_Task details_:
State the number of lines in the following data that include the word "image", with no other text.

_Provided material_:
----------
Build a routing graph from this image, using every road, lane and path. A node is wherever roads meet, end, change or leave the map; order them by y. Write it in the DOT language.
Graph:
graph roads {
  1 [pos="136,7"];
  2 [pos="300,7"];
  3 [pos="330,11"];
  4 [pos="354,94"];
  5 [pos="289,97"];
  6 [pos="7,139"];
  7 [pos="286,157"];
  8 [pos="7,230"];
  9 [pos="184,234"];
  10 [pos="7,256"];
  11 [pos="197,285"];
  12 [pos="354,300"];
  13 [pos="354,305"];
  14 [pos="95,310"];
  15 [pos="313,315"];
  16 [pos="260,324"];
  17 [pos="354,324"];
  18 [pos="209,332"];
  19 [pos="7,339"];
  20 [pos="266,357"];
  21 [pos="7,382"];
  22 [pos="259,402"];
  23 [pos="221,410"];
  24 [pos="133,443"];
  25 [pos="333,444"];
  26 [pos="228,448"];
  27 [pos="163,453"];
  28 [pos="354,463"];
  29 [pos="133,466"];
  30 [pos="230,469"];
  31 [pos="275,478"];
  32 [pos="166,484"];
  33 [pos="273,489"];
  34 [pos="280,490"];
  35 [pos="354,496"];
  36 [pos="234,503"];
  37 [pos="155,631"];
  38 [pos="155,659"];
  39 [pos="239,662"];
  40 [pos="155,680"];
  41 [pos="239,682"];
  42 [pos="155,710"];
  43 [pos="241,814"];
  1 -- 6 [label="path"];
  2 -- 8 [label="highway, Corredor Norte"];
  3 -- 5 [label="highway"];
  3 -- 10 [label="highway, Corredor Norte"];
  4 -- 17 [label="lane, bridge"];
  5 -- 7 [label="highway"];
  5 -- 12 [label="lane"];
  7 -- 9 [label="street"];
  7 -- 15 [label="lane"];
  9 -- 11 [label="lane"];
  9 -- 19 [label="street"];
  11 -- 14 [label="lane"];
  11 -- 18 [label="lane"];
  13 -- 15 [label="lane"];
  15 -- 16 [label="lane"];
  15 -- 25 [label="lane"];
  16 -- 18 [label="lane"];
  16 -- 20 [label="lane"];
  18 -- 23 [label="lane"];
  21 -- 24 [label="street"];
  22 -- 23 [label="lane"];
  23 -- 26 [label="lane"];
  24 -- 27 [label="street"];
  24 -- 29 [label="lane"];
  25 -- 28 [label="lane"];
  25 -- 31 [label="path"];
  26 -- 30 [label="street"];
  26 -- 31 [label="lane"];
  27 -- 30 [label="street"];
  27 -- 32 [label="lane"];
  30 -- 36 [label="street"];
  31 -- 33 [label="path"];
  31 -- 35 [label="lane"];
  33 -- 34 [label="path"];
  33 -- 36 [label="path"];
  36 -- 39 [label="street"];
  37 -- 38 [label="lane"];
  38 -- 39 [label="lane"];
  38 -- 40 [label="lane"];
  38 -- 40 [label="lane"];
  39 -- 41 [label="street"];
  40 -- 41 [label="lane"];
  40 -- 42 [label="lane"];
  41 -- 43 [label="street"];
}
----------
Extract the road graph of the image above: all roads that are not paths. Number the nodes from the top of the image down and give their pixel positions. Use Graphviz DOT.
----------
_Output of the exercise_:
2